What to do
Look through the data below. Show each line where the string "edge" occurs.

The input
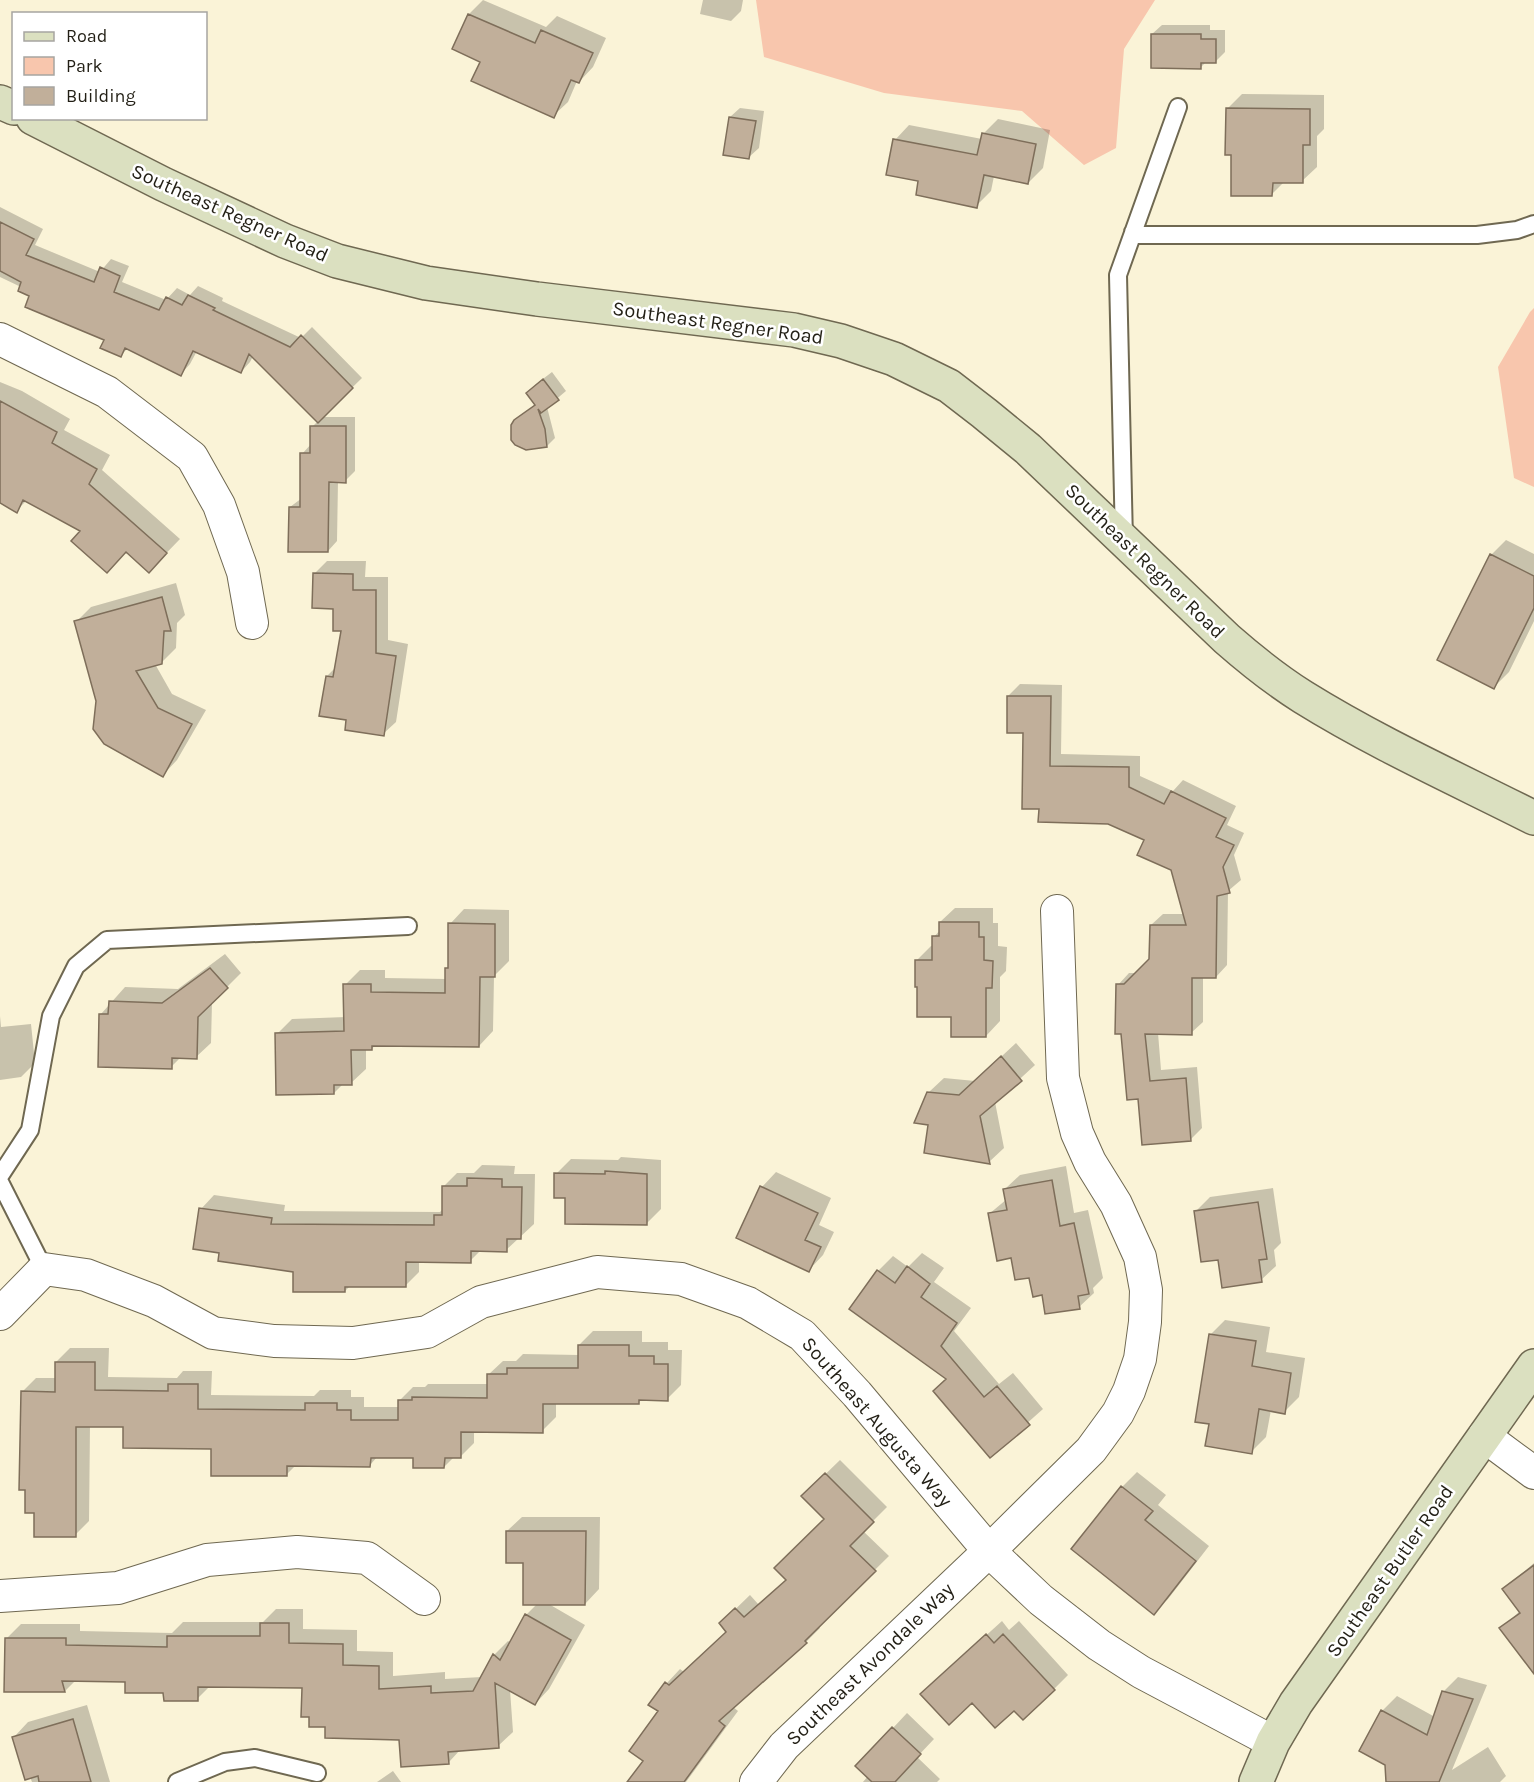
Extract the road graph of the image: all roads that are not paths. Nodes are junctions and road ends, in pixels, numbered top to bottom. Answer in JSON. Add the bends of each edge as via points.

---

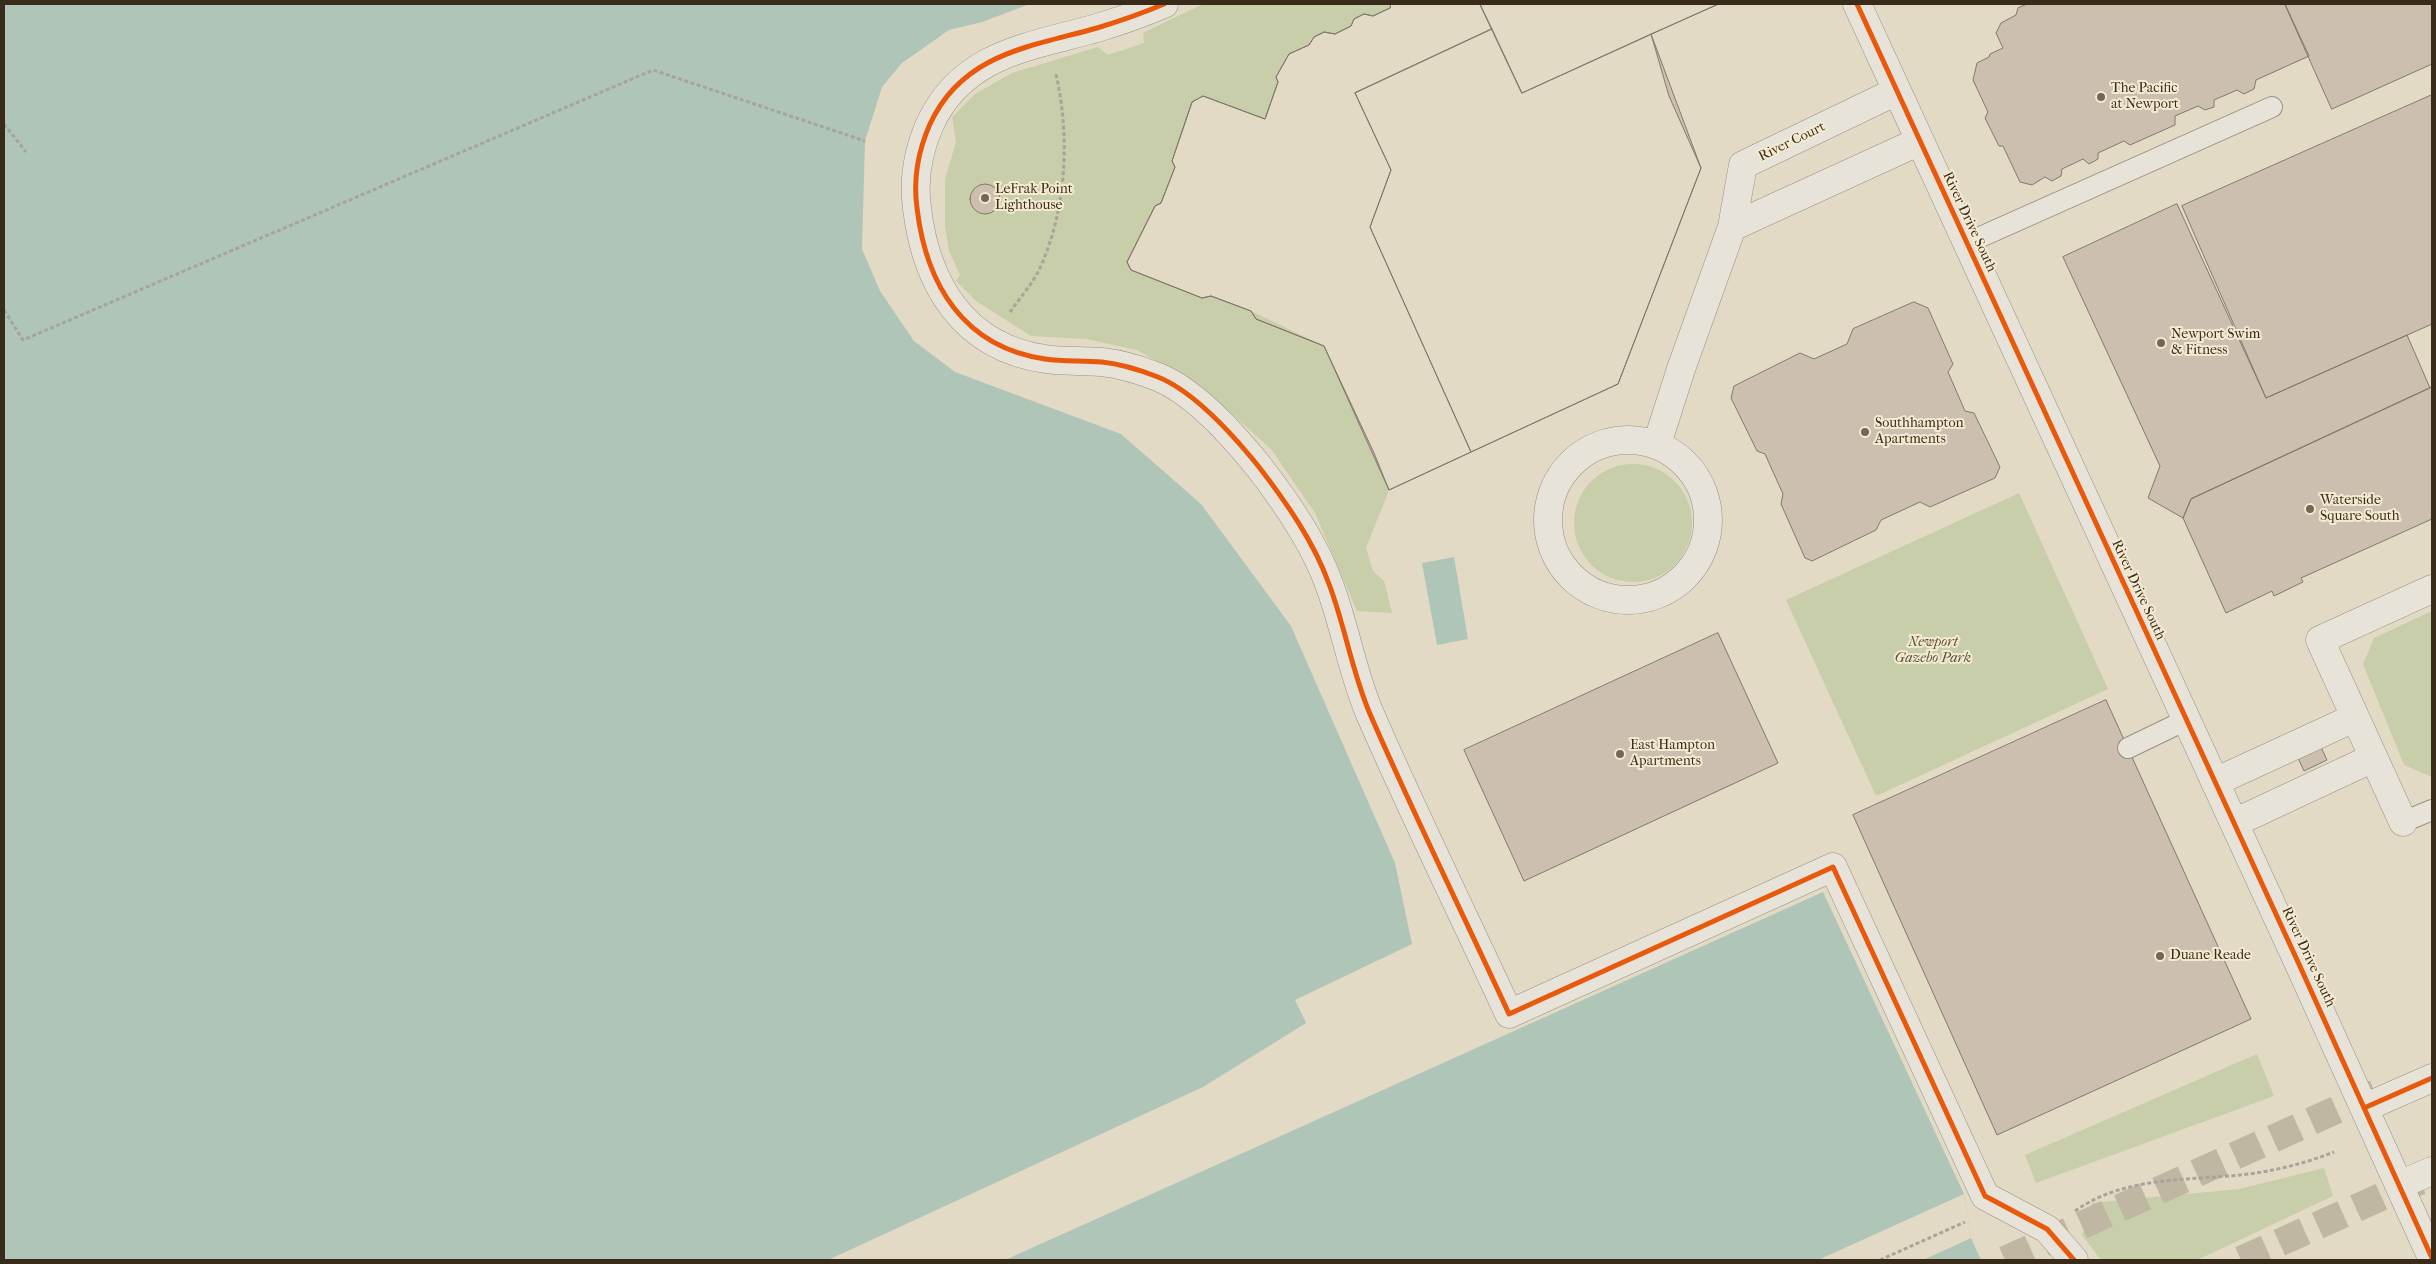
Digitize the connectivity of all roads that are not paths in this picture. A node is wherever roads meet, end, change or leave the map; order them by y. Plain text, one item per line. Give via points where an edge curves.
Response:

Exercise solution
Extract the road graph of the image: all roads that are not paths. Nodes are junctions and road ends, in pixels, numbered top to bottom. Answer in JSON. Add the bends of each edge as via points.
Digitize the connectivity of all roads that are not paths in this picture. A node is wherever roads meet, end, change or leave the map; order them by y. Plain text, one item per line. Give via points where an edge curves.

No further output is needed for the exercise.